• [YOUR ASSIGNMENT]:
For each line below that includes the word "Pershore", make a copy.

• [DATA UNDER STUDY]:
================================
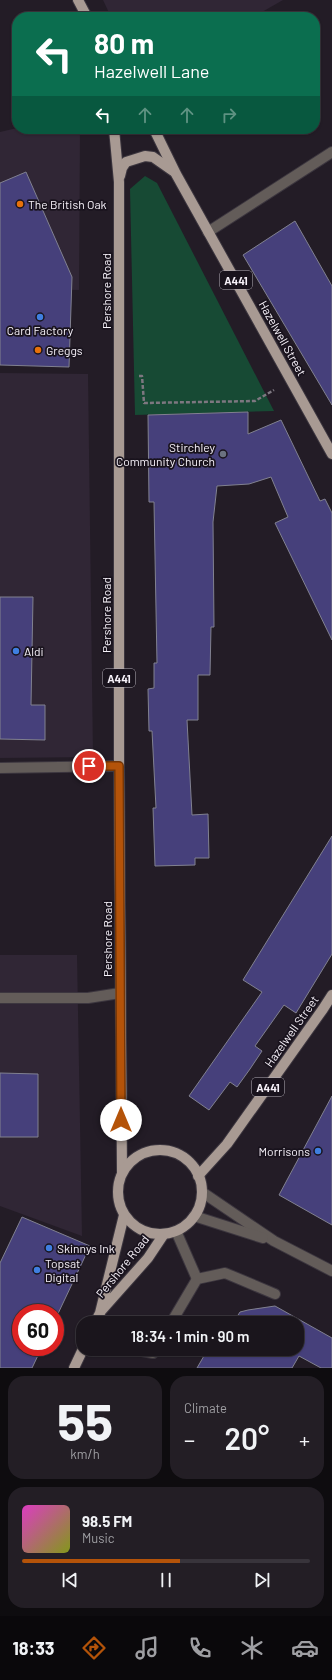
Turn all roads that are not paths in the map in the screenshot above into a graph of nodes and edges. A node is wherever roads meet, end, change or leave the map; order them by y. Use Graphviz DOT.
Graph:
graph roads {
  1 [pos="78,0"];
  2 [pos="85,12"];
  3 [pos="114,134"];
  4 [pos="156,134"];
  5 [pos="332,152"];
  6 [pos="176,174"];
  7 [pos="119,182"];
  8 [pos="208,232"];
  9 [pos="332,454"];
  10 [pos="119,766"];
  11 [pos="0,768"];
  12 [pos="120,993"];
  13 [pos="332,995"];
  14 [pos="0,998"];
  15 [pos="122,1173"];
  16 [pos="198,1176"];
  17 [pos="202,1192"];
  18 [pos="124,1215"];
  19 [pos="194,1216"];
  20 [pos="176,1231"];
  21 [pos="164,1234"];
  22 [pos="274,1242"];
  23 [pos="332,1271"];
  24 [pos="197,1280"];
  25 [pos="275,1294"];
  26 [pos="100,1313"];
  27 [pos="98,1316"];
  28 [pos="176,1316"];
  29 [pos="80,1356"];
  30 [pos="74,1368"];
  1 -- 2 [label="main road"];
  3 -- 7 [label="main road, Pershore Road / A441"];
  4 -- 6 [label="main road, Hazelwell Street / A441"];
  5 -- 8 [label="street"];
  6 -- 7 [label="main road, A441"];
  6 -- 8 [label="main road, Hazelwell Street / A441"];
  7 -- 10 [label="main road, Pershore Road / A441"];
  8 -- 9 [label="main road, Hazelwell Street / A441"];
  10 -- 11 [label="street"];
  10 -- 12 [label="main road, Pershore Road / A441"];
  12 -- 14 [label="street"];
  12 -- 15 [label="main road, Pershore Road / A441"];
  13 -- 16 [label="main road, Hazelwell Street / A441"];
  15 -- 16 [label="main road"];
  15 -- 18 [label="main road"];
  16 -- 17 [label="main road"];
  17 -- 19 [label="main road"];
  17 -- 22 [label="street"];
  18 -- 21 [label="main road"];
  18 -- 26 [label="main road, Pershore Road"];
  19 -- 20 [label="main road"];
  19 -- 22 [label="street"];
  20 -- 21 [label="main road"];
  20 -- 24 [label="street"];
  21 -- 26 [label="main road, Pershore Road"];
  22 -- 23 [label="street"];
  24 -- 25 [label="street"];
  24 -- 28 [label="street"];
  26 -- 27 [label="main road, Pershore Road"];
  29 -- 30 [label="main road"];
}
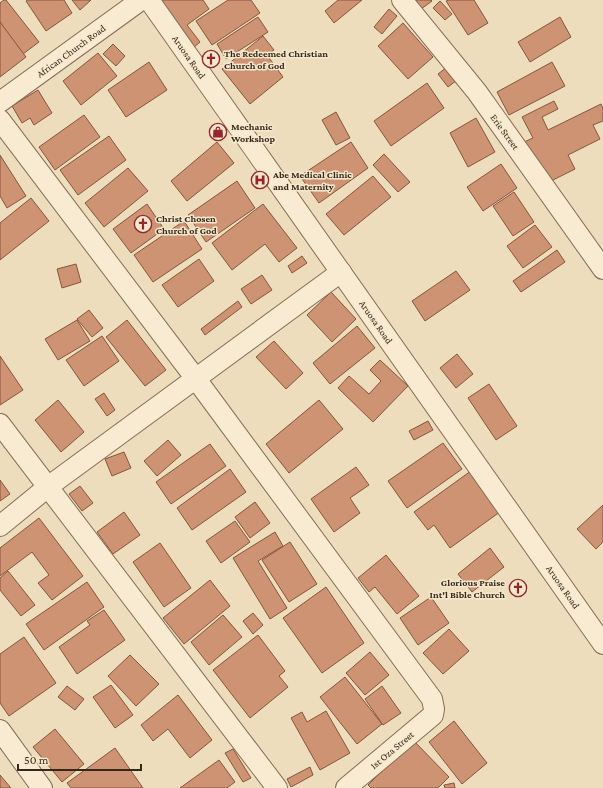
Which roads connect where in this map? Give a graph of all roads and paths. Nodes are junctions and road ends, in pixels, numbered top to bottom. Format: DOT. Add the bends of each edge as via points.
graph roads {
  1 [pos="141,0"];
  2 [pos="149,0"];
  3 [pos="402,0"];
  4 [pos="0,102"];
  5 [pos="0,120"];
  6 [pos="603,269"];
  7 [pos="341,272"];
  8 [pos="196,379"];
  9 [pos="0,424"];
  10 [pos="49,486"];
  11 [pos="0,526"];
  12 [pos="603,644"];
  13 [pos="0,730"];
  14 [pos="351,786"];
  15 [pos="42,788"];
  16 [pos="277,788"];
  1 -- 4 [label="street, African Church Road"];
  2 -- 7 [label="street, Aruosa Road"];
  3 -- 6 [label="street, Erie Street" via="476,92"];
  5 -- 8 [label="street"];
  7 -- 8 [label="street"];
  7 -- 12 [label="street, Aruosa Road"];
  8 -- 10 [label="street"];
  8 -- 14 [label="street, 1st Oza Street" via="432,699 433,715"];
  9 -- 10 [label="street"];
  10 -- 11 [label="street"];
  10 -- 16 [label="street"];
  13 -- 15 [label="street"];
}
================================
• [SOLVED PROBLEM]:
  3 -- 7 [label="main road, Pershore Road / A441"];
  7 -- 10 [label="main road, Pershore Road / A441"];
  10 -- 12 [label="main road, Pershore Road / A441"];
  12 -- 15 [label="main road, Pershore Road / A441"];
  18 -- 26 [label="main road, Pershore Road"];
  21 -- 26 [label="main road, Pershore Road"];
  26 -- 27 [label="main road, Pershore Road"];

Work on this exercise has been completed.